**** INPUT DATA

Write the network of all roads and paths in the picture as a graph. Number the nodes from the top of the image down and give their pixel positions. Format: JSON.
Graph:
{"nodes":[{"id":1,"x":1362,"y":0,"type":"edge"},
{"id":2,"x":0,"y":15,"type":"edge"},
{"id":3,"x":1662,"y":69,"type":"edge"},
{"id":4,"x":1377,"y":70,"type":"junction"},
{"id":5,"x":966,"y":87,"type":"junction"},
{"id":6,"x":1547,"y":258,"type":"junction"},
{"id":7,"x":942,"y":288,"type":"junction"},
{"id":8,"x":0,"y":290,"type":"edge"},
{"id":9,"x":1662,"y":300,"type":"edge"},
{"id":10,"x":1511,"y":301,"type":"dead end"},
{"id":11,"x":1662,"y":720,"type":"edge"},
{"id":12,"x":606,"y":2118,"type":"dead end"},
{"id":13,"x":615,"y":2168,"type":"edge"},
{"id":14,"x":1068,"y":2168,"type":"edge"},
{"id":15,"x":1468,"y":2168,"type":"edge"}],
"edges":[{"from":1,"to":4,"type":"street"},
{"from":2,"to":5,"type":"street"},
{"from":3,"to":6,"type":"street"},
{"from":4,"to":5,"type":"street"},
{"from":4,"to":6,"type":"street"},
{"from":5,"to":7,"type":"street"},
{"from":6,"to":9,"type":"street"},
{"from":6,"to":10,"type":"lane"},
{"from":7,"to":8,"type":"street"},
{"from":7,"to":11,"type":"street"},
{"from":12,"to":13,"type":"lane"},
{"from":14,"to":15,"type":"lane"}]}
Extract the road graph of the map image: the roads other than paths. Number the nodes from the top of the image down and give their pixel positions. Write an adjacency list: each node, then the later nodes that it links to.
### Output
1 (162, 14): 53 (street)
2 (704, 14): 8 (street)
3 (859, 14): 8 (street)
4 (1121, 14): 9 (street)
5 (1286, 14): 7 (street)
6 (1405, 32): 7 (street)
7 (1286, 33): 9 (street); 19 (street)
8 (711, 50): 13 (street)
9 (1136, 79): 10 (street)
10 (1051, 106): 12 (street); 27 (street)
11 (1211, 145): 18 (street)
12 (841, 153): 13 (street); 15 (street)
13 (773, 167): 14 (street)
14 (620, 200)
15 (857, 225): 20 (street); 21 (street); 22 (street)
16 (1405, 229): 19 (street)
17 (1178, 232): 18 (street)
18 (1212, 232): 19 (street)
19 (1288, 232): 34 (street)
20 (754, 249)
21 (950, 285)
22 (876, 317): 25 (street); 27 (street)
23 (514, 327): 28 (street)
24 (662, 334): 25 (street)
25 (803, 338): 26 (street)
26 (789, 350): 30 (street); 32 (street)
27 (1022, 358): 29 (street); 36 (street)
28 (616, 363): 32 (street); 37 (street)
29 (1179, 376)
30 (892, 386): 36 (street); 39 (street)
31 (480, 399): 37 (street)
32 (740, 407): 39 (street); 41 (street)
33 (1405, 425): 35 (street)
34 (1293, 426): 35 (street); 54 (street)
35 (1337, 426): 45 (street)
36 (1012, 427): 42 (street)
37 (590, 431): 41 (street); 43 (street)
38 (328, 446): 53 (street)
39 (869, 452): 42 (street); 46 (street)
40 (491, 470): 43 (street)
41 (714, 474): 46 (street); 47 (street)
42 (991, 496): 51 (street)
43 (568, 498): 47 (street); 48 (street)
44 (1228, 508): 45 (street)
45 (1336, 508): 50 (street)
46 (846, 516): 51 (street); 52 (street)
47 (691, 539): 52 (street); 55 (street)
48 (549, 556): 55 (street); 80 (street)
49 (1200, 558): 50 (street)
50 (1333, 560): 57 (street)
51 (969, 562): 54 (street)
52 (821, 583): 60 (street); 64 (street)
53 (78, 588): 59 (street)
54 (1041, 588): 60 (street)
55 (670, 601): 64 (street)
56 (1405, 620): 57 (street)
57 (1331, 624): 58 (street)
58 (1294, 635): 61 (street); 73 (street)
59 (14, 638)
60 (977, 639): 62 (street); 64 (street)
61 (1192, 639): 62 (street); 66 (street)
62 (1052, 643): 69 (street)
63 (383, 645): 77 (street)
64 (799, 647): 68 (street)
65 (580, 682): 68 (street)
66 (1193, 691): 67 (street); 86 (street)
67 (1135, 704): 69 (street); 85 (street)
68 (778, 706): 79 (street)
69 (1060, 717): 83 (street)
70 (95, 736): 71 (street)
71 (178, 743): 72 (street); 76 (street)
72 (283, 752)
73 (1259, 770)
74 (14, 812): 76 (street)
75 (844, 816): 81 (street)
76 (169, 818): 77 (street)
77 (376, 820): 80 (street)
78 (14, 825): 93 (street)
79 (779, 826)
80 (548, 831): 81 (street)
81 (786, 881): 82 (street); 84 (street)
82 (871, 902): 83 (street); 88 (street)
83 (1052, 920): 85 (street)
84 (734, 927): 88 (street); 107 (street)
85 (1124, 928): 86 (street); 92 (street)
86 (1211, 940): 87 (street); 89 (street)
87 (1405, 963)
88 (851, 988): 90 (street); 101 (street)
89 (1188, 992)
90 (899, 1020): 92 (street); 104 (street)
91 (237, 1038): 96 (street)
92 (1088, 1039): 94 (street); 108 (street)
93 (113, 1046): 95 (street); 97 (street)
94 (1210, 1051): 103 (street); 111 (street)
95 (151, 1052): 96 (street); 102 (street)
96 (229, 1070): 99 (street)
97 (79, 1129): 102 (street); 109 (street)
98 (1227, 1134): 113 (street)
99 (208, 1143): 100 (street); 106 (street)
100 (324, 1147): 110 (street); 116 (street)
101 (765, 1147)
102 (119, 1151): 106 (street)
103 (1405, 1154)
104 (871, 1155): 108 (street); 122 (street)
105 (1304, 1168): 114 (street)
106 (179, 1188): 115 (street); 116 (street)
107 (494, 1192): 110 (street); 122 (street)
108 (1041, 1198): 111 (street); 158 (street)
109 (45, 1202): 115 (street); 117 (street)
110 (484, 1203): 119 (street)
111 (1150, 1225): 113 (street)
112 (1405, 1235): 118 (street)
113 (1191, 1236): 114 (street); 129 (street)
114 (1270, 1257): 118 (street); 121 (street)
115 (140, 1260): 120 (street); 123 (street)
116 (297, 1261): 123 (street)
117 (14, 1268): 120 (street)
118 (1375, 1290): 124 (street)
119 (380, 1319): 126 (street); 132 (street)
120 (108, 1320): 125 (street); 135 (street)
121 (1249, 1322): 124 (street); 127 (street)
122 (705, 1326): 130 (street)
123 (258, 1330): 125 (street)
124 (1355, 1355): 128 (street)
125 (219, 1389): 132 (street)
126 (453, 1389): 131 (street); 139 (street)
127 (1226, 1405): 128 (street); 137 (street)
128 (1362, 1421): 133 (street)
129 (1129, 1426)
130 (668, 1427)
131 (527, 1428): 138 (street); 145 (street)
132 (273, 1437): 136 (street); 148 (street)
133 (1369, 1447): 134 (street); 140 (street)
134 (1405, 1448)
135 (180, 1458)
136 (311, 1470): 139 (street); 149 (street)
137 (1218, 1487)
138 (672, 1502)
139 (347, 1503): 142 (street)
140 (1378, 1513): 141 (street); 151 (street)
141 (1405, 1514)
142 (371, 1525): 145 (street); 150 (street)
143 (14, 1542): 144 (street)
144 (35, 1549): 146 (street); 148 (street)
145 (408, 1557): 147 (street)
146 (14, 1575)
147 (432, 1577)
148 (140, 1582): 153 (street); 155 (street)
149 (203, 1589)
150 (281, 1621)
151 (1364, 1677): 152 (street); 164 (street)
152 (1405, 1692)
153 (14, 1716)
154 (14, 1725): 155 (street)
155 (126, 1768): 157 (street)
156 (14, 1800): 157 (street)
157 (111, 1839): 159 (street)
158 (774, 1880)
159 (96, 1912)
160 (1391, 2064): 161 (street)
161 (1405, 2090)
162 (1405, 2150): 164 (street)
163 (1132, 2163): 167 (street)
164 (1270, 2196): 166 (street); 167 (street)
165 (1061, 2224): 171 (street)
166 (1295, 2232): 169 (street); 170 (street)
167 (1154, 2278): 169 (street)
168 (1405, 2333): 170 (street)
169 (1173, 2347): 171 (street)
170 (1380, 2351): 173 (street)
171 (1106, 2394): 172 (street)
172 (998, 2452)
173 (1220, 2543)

********

**WHAT YOU HAVE TO DO**
If a line in the records above contains "positions", copy that line.

**TASK SOLUTION**
Write the network of all roads and paths in the picture as a graph. Number the nodes from the top of the image down and give their pixel positions. Format: JSON.
Extract the road graph of the map image: the roads other than paths. Number the nodes from the top of the image down and give their pixel positions. Write an adjacency list: each node, then the later nodes that it links to.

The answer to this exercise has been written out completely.